Show that \[ \int_{\frac{1}{6}\pi}^{\frac{1}{4}\pi} \frac 1{1-\cos2\theta} \;\d\theta = \frac{\sqrt3}2 - \frac12\;. \] By using the substitution \(x=\sin2\theta\), or otherwise, show that \[ \int_{\sqrt3/2}^1 \frac 1 {1-\sqrt{1-x^2}} \, \d x = \sqrt 3 -1 -\frac\pi 6 \;. \] Hence evaluate the integral \[ \int_1^{2/\sqrt3} \frac 1{y ( y - \sqrt{y^2-1^2})} \, \d y \;. \]

Show that setting \(z - z^{-1}=w\) in the quartic equation \[ z^4 +5z^3 +4z^2 -5z +1=0 \] results in the quadratic equation \(w^2+5w+6=0\). Hence solve the above quartic equation. Solve similarly the equation \[ 2z^8 -3z^7-12z^6 +12z^5 +22z^4-12z^3 -12 z^2 +3z +2=0 \;. \]

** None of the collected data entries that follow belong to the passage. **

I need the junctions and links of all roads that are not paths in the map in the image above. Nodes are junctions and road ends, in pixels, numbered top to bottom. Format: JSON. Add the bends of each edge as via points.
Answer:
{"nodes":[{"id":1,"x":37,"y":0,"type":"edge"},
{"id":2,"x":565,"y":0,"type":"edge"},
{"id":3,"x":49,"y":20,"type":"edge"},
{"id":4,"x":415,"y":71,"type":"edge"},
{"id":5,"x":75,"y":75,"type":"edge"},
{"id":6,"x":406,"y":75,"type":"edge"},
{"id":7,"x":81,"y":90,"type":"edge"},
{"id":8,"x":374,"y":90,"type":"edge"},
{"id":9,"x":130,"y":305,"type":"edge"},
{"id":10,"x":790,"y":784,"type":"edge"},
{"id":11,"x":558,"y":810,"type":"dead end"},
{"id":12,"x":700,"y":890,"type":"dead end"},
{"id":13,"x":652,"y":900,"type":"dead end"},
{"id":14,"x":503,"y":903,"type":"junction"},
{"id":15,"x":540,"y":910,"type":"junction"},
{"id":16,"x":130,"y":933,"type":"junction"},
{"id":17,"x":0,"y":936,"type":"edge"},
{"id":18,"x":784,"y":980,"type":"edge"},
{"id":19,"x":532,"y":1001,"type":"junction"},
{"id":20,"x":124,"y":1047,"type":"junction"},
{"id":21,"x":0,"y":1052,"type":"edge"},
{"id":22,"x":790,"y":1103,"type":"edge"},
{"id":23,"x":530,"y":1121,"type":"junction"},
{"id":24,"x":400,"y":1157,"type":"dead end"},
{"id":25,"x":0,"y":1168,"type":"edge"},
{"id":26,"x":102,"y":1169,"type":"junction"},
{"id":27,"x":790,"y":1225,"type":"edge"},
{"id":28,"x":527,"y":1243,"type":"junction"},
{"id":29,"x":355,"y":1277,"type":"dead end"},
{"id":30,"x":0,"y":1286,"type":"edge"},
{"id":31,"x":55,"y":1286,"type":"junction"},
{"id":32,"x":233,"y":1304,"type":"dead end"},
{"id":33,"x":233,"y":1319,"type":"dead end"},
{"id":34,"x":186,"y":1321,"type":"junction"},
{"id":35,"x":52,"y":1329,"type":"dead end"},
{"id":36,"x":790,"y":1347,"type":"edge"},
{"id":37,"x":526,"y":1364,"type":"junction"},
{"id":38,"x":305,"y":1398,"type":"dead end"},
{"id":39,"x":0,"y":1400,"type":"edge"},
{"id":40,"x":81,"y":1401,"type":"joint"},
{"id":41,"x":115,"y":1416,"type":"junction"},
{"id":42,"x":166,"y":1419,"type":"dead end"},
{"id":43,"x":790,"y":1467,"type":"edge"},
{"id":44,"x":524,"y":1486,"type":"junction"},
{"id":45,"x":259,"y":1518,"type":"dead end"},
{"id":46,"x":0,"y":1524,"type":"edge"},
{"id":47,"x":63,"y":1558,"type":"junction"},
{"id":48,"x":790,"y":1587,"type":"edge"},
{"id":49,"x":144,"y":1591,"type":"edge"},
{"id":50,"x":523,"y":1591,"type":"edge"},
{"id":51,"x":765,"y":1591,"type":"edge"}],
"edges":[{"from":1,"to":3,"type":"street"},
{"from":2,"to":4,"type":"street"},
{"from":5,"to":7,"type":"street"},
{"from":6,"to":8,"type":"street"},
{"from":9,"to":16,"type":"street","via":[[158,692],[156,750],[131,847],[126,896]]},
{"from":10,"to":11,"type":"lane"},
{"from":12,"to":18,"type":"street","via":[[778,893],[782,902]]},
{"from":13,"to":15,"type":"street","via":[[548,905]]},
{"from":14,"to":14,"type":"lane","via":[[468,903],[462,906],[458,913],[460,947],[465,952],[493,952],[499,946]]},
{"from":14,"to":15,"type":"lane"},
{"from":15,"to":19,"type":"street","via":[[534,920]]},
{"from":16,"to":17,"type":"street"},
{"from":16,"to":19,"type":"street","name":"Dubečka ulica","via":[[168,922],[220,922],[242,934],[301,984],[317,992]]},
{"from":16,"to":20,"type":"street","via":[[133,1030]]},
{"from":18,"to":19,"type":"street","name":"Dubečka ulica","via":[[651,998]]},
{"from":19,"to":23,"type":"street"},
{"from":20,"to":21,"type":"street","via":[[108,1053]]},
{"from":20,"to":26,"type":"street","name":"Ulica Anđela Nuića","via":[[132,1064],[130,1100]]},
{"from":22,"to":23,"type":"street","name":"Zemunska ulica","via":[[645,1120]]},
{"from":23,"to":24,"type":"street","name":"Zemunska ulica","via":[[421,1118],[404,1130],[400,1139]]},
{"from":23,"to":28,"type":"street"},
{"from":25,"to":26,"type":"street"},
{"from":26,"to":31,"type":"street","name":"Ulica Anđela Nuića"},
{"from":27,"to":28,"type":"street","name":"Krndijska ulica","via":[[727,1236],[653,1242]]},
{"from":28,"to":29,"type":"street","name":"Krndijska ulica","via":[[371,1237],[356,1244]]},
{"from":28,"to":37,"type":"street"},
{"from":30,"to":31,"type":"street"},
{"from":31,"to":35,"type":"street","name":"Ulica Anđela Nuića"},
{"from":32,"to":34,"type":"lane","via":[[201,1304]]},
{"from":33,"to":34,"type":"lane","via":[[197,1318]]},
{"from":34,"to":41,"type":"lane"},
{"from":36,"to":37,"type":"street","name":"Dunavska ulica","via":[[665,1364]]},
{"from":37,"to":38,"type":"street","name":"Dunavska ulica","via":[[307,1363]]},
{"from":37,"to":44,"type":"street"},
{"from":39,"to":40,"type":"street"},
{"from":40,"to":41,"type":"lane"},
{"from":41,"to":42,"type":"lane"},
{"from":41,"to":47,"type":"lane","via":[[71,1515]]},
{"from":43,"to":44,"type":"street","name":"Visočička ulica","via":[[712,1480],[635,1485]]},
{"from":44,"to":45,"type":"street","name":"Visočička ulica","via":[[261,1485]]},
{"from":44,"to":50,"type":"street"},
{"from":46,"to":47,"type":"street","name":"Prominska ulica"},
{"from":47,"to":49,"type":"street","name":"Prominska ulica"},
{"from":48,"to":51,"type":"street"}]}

The \(n\)th Fermat number, \(F_n\), is defined by \[ F_n = 2^{2^n} +1\, , \ \ \ \ \ \ \ n=0, \ 1, \ 2, \ \ldots \ , \] where \(\ds 2^{2^n}\) means \(2\) raised to the power \(2^n\,\). Calculate \(F_0\), \(F_1\), \(F_2\) and \(F_3\,\). Show that, for \(k=1\), \(k=2\) and \(k=3\,\), $$ F_0F_1 \ldots F_{k-1} = F_k-2 \;. \tag{*} $$ Prove, by induction, or otherwise, that \((*)\) holds for all \(k\ge1\). Deduce that no two Fermat numbers have a common factor greater than \(1\). Hence show that there are infinitely many prime numbers.

Give a sketch to show that, if \(\f(x) > 0\) for \(p < x < q\,\), then \(\displaystyle \int_p^{q} \f(x) \d x > 0\,\).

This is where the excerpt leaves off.